I have two pension funds. One small from when I was self employed (ex HSBC) and a company pension. Neither is now being paid into. I know these are unstable times and many are seeing their funds suffer. 

But I’ve been plotting % change on both  with my company pension seeing significantly worse performance. The company pension was about 5x the value. 

Not seeking free financial advice but should I be worried by the differential?

thanks


«1345

Comments

  • Maybe worth saying what each is invested in?
  • Albermarle
    Albermarle Posts: 31,044 Forumite
    10,000 Posts Seventh Anniversary Name Dropper
    The time scale is far too short to judge. Generally you would expect funds that have suffered more this year, probably did better in the last few years. However without knowing what the investments are in the pensions it is difficult to comment more than that.
    You need to look back 5 years at least , preferably 10 or more, to get a better comparison.
  • xylophone
    xylophone Posts: 45,945 Forumite
    Part of the Furniture 10,000 Posts Name Dropper
    One small from when I was self employed (ex HSBC) 

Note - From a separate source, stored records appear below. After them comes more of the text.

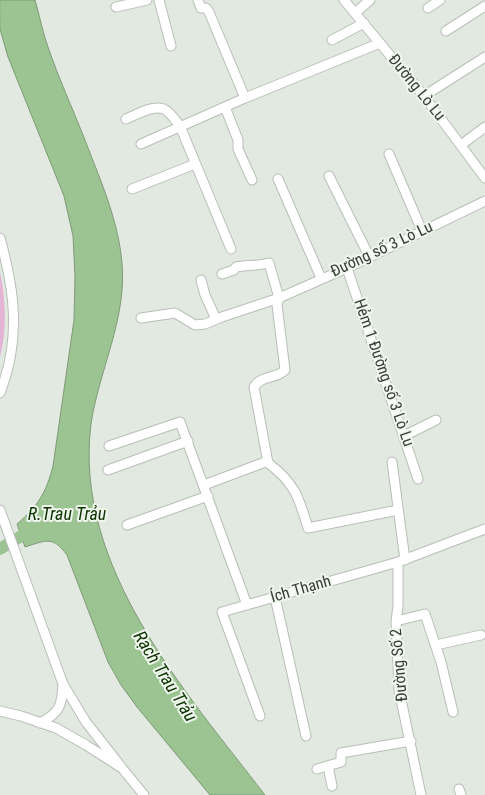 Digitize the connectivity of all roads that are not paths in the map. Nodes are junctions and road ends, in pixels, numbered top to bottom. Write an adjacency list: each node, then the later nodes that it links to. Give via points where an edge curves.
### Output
1 (147, 0): 8 (street)
2 (158, 0): 15 (street)
3 (198, 0): 18 (street, via 201,8 209,12)
4 (344, 0): 10 (street, Đường Lò Lu)
5 (370, 0): 10 (street)
6 (440, 0): 9 (street)
7 (485, 6): 12 (street)
8 (116, 7)
9 (428, 8)
10 (355, 13): 11 (street, Đường Lò Lu)
11 (364, 23): 13 (street); 14 (street, Đường Lò Lu)
12 (446, 31)
13 (332, 40)
14 (380, 43): 17 (street, Đường Lò Lu); 18 (street)
15 (171, 46)
16 (485, 57): 17 (street)
17 (424, 96): 24 (street, Đường Lò Lu)
18 (245, 98): 19 (street)
19 (225, 107): 21 (street); 30 (street, via 242,161)
20 (126, 119): 21 (street, via 159,108 167,110)
21 (180, 126): 23 (street); 26 (street)
22 (485, 127): 24 (street)
23 (141, 144)
24 (461, 145): 28 (street, Đường Lò Lu)
25 (389, 154): 33 (street)
26 (195, 164): 31 (street); 35 (street)
27 (329, 176): 36 (street)
28 (485, 178)
29 (278, 179): 39 (street)
30 (252, 180)
31 (132, 189)
32 (485, 201): 33 (street, Đường số 3 Lò Lu)
33 (422, 231): 36 (street, Đường số 3 Lò Lu)
34 (0, 238): 44 (street, via 10,274 15,313 11,354)
35 (231, 249)
36 (369, 256): 37 (street, Đường số 3 Lò Lu)
37 (347, 268): 39 (street, Đường số 3 Lò Lu); 46 (street, Hẻm 1 Đường số 3 Lò Lu)
38 (222, 274): 41 (street, via 236,267 269,263)
39 (321, 278): 41 (street, Đường số 3 Lò Lu)
40 (201, 280): 43 (street)
41 (279, 298): 43 (street, Đường số 3 Lò Lu); 49 (street, via 277,305 286,370 259,381 254,387)
42 (141, 318): 43 (street, Đường số 3 Lò Lu, via 174,313 197,326)
43 (216, 319)
44 (0, 393)
45 (436, 420): 46 (street)
46 (404, 436): 52 (street, Hẻm 1 Đường số 3 Lò Lu)
47 (188, 442): 48 (street, via 179,422); 51 (street); 53 (street)
48 (109, 446)
49 (268, 461): 53 (street); 56 (street, via 295,490 308,528)
50 (392, 462): 56 (street, Đường Số 2)
51 (108, 470)
52 (418, 479)
53 (204, 485): 54 (street)
54 (208, 496): 57 (street); 61 (street)
55 (0, 510): 65 (street)
56 (398, 510): 59 (street, Đường Số 2)
57 (127, 525)
58 (485, 529): 59 (street, Ích Thạnh)
59 (402, 561): 60 (street, Ích Thạnh); 62 (street, Đường Số 2)
60 (275, 597): 61 (street, Ích Thạnh); 70 (street)
61 (247, 605): 68 (street, Ích Thạnh, via 222,612)
62 (396, 621): 64 (street, via 426,614); 71 (street, Đường Số 2, via 399,690)
63 (481, 635): 64 (street)
64 (436, 645): 67 (street)
65 (63, 684): 69 (street, via 62,701 56,712); 73 (street, via 86,722)
66 (0, 711): 69 (street)
67 (453, 712)
68 (260, 716)
69 (40, 722): 73 (street, via 63,732)
70 (306, 736)
71 (411, 740): 72 (street, via 342,753 341,762); 77 (street, Đường Số 2)
72 (328, 766): 74 (street); 75 (street)
73 (122, 768): 76 (street)
74 (317, 769)
75 (332, 786)
76 (144, 795)
77 (421, 795)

    Could you explain the reference to HSBC?

  • dunstonh
    dunstonh Posts: 121,223 Forumite
    Part of the Furniture 10,000 Posts Name Dropper Combo Breaker
    Not seeking free financial advice but should I be worried by the differential?
    You haven't told us anything about the funds involved.  So, we don't know if the difference is down to risk, where it is invested or what.  

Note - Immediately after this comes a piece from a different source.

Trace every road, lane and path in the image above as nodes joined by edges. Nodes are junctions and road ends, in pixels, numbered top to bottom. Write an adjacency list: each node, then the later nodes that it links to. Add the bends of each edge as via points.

     I know these are unstable times and many are seeing their funds suffer. 
    No more than has been seen many many times before. 
    2020 - dropped by around double the current levels
    2018 - dropped by around the same level
    2015/16 - dropped by around the same level
    2011 - dropped by around half the current level
    2008 - dropped by around double the current level
    2000-2002 - three negative years in a row that dropped by around double the current level




    I am an Independent Financial Adviser (IFA). The comments I make are just my opinion and are for discussion purposes only. They are not financial advice and you should not treat them as such. If you feel an area discussed may be relevant to you, then please seek advice from an Independent Financial Adviser local to you.
  • Very kind and useful advice. Thanks.

    Top is with ReAssure
    Pensions Global Equity Pension Accumulator Series 01

    bottom is Aegon
    Retirement Choices
    50/50 Cautious Managed Collection (Arc) Pn.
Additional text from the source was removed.